**Work to complete**
Please retype the records below exactly as they appear, leaving out every picture.

▼▼▼

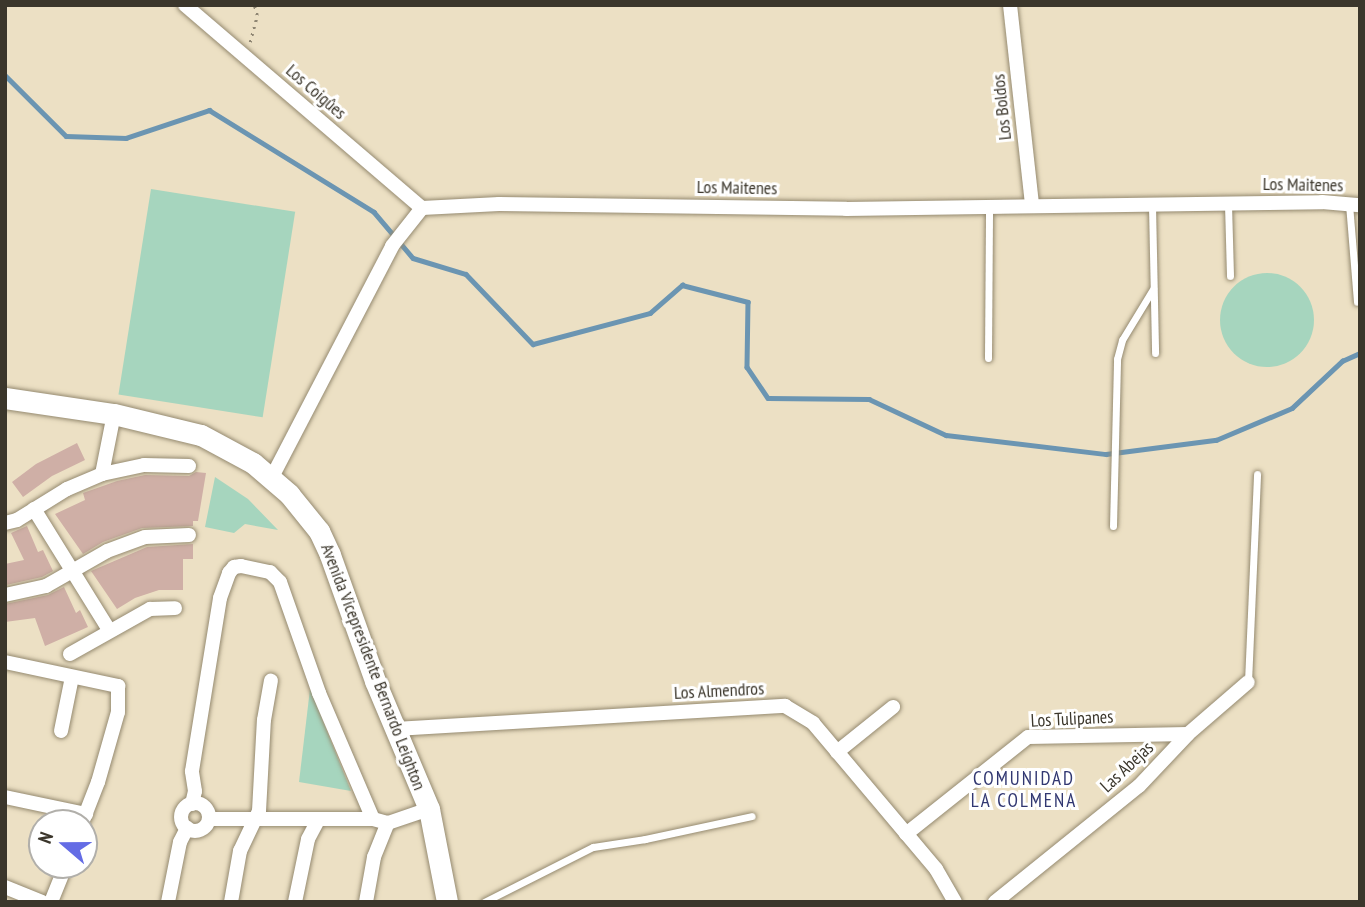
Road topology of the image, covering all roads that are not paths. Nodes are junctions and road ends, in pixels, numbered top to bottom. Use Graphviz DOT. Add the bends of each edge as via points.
graph roads {
  1 [pos="185,5"];
  2 [pos="1010,5"];
  3 [pos="1032,204"];
  4 [pos="1228,204"];
  5 [pos="989,205"];
  6 [pos="1152,205"];
  7 [pos="1354,205"];
  8 [pos="422,208"];
  9 [pos="1230,275"];
  10 [pos="1153,289"];
  11 [pos="1357,302"];
  12 [pos="1155,353"];
  13 [pos="988,358"];
  14 [pos="5,398"];
  15 [pos="114,414"];
  16 [pos="189,466"];
  17 [pos="102,474"];
  18 [pos="1257,474"];
  19 [pos="272,478"];
  20 [pos="34,509"];
  21 [pos="5,523"];
  22 [pos="1113,526"];
  23 [pos="189,534"];
  24 [pos="72,571"];
  25 [pos="5,595"];
  26 [pos="175,608"];
  27 [pos="109,630"];
  28 [pos="70,654"];
  29 [pos="5,662"];
  30 [pos="72,677"];
  31 [pos="271,681"];
  32 [pos="1248,682"];
  33 [pos="894,707"];
  34 [pos="395,729"];
  35 [pos="61,731"];
  36 [pos="1188,734"];
  37 [pos="837,752"];
  38 [pos="5,797"];
  39 [pos="192,804"];
  40 [pos="429,808"];
  41 [pos="50,809"];
  42 [pos="87,809"];
  43 [pos="752,816"];
  44 [pos="209,819"];
  45 [pos="257,819"];
  46 [pos="373,819"];
  47 [pos="317,820"];
  48 [pos="388,822"];
  49 [pos="187,828"];
  50 [pos="906,834"];
  51 [pos="60,879"];
  52 [pos="5,887"];
  53 [pos="42,902"];
  54 [pos="51,902"];
  55 [pos="168,902"];
  56 [pos="231,902"];
  57 [pos="295,902"];
  58 [pos="366,902"];
  59 [pos="447,902"];
  60 [pos="484,902"];
  61 [pos="955,902"];
  62 [pos="995,902"];
  1 -- 8 [label="street, Los Coigûes"];
  2 -- 3 [label="street, Los Boldos"];
  3 -- 5 [label="street, Los Maitenes"];
  3 -- 6 [label="street, Los Maitenes"];
  4 -- 6 [label="street, Los Maitenes"];
  4 -- 7 [label="street, Los Maitenes"];
  4 -- 9 [label="lane"];
  5 -- 8 [label="street, Los Maitenes" via="846,209 499,204"];
  5 -- 13 [label="lane"];
  6 -- 10 [label="lane"];
  7 -- 11 [label="lane"];
  8 -- 19 [label="street" via="392,246"];
  10 -- 12 [label="lane"];
  10 -- 22 [label="lane" via="1122,340 1117,359"];
  14 -- 15 [label="main road, Avenida Vicepresidente Bernardo Leighton"];
  15 -- 17 [label="street"];
  15 -- 19 [label="main road, Avenida Vicepresidente Bernardo Leighton" via="201,435 233,450"];
  16 -- 17 [label="street" via="144,466"];
  17 -- 20 [label="street"];
  18 -- 32 [label="lane"];
  19 -- 34 [label="main road, Avenida Vicepresidente Bernardo Leighton" via="319,531"];
  20 -- 21 [label="street"];
  20 -- 24 [label="street"];
  23 -- 24 [label="street" via="145,537"];
  24 -- 25 [label="street" via="46,586"];
  24 -- 27 [label="street"];
  26 -- 27 [label="street" via="150,610"];
  27 -- 28 [label="street"];
  29 -- 30 [label="street"];
  30 -- 35 [label="street"];
  30 -- 42 [label="street" via="118,686 118,712"];
  31 -- 45 [label="street"];
  32 -- 36 [label="street, Las Abejas"];
  33 -- 37 [label="street"];
  34 -- 37 [label="street, Los Almendros" via="785,706 813,723"];
  34 -- 40 [label="main road, Avenida Vicepresidente Bernardo Leighton"];
  36 -- 50 [label="street, Los Tulipanes" via="1028,737"];
  36 -- 62 [label="street, Las Abejas" via="1139,786"];
  37 -- 50 [label="street, Los Almendros"];
  38 -- 41 [label="street"];
  39 -- 44 [label="street" via="205,807"];
  39 -- 46 [label="street" via="192,771 220,598 229,573 241,566 270,572 279,582 319,693"];
  39 -- 49 [label="street" via="183,812"];
  40 -- 48 [label="street"];
  40 -- 59 [label="main road, Avenida Vicepresidente Bernardo Leighton"];
  43 -- 60 [label="lane" via="593,847"];
  44 -- 45 [label="street"];
  44 -- 49 [label="street" via="198,831"];
  45 -- 47 [label="street"];
  45 -- 56 [label="street" via="240,851"];
  46 -- 47 [label="street"];
  46 -- 48 [label="street"];
  47 -- 57 [label="street" via="308,839"];
  48 -- 58 [label="street" via="374,857"];
  49 -- 55 [label="street"];
  50 -- 61 [label="street, Los Almendros" via="936,869"];
  51 -- 54 [label="street"];
  52 -- 53 [label="street"];
}
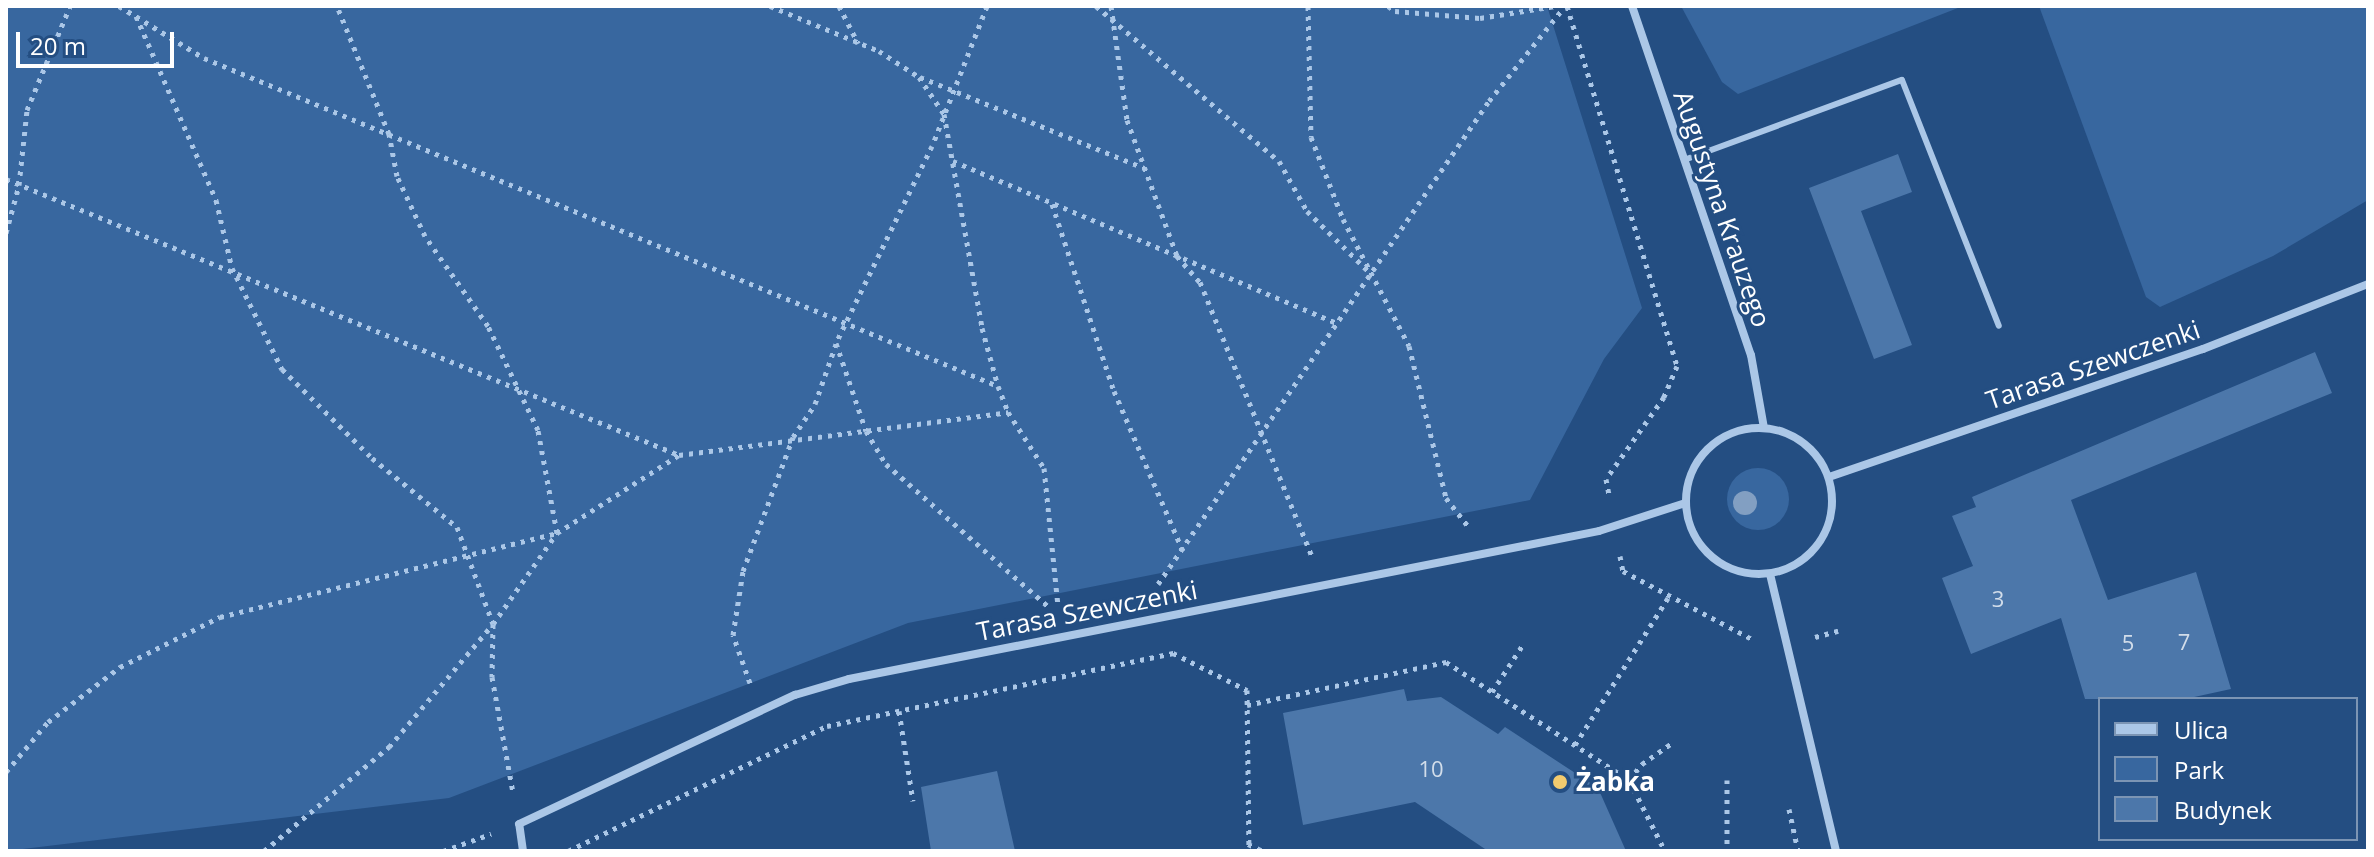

▲▲▲

**Exercise answer**
Road topology of the image, covering all roads that are not paths. Nodes are junctions and road ends, in pixels, numbered top to bottom. Use Graphviz DOT. Add the bends of each edge as via points.
graph roads {
  1 [pos="185,5"];
  2 [pos="1010,5"];
  3 [pos="1032,204"];
  4 [pos="1228,204"];
  5 [pos="989,205"];
  6 [pos="1152,205"];
  7 [pos="1354,205"];
  8 [pos="422,208"];
  9 [pos="1230,275"];
  10 [pos="1153,289"];
  11 [pos="1357,302"];
  12 [pos="1155,353"];
  13 [pos="988,358"];
  14 [pos="5,398"];
  15 [pos="114,414"];
  16 [pos="189,466"];
  17 [pos="102,474"];
  18 [pos="1257,474"];
  19 [pos="272,478"];
  20 [pos="34,509"];
  21 [pos="5,523"];
  22 [pos="1113,526"];
  23 [pos="189,534"];
  24 [pos="72,571"];
  25 [pos="5,595"];
  26 [pos="175,608"];
  27 [pos="109,630"];
  28 [pos="70,654"];
  29 [pos="5,662"];
  30 [pos="72,677"];
  31 [pos="271,681"];
  32 [pos="1248,682"];
  33 [pos="894,707"];
  34 [pos="395,729"];
  35 [pos="61,731"];
  36 [pos="1188,734"];
  37 [pos="837,752"];
  38 [pos="5,797"];
  39 [pos="192,804"];
  40 [pos="429,808"];
  41 [pos="50,809"];
  42 [pos="87,809"];
  43 [pos="752,816"];
  44 [pos="209,819"];
  45 [pos="257,819"];
  46 [pos="373,819"];
  47 [pos="317,820"];
  48 [pos="388,822"];
  49 [pos="187,828"];
  50 [pos="906,834"];
  51 [pos="60,879"];
  52 [pos="5,887"];
  53 [pos="42,902"];
  54 [pos="51,902"];
  55 [pos="168,902"];
  56 [pos="231,902"];
  57 [pos="295,902"];
  58 [pos="366,902"];
  59 [pos="447,902"];
  60 [pos="484,902"];
  61 [pos="955,902"];
  62 [pos="995,902"];
  1 -- 8 [label="street, Los Coigûes"];
  2 -- 3 [label="street, Los Boldos"];
  3 -- 5 [label="street, Los Maitenes"];
  3 -- 6 [label="street, Los Maitenes"];
  4 -- 6 [label="street, Los Maitenes"];
  4 -- 7 [label="street, Los Maitenes"];
  4 -- 9 [label="lane"];
  5 -- 8 [label="street, Los Maitenes" via="846,209 499,204"];
  5 -- 13 [label="lane"];
  6 -- 10 [label="lane"];
  7 -- 11 [label="lane"];
  8 -- 19 [label="street" via="392,246"];
  10 -- 12 [label="lane"];
  10 -- 22 [label="lane" via="1122,340 1117,359"];
  14 -- 15 [label="main road, Avenida Vicepresidente Bernardo Leighton"];
  15 -- 17 [label="street"];
  15 -- 19 [label="main road, Avenida Vicepresidente Bernardo Leighton" via="201,435 233,450"];
  16 -- 17 [label="street" via="144,466"];
  17 -- 20 [label="street"];
  18 -- 32 [label="lane"];
  19 -- 34 [label="main road, Avenida Vicepresidente Bernardo Leighton" via="319,531"];
  20 -- 21 [label="street"];
  20 -- 24 [label="street"];
  23 -- 24 [label="street" via="145,537"];
  24 -- 25 [label="street" via="46,586"];
  24 -- 27 [label="street"];
  26 -- 27 [label="street" via="150,610"];
  27 -- 28 [label="street"];
  29 -- 30 [label="street"];
  30 -- 35 [label="street"];
  30 -- 42 [label="street" via="118,686 118,712"];
  31 -- 45 [label="street"];
  32 -- 36 [label="street, Las Abejas"];
  33 -- 37 [label="street"];
  34 -- 37 [label="street, Los Almendros" via="785,706 813,723"];
  34 -- 40 [label="main road, Avenida Vicepresidente Bernardo Leighton"];
  36 -- 50 [label="street, Los Tulipanes" via="1028,737"];
  36 -- 62 [label="street, Las Abejas" via="1139,786"];
  37 -- 50 [label="street, Los Almendros"];
  38 -- 41 [label="street"];
  39 -- 44 [label="street" via="205,807"];
  39 -- 46 [label="street" via="192,771 220,598 229,573 241,566 270,572 279,582 319,693"];
  39 -- 49 [label="street" via="183,812"];
  40 -- 48 [label="street"];
  40 -- 59 [label="main road, Avenida Vicepresidente Bernardo Leighton"];
  43 -- 60 [label="lane" via="593,847"];
  44 -- 45 [label="street"];
  44 -- 49 [label="street" via="198,831"];
  45 -- 47 [label="street"];
  45 -- 56 [label="street" via="240,851"];
  46 -- 47 [label="street"];
  46 -- 48 [label="street"];
  47 -- 57 [label="street" via="308,839"];
  48 -- 58 [label="street" via="374,857"];
  49 -- 55 [label="street"];
  50 -- 61 [label="street, Los Almendros" via="936,869"];
  51 -- 54 [label="street"];
  52 -- 53 [label="street"];
}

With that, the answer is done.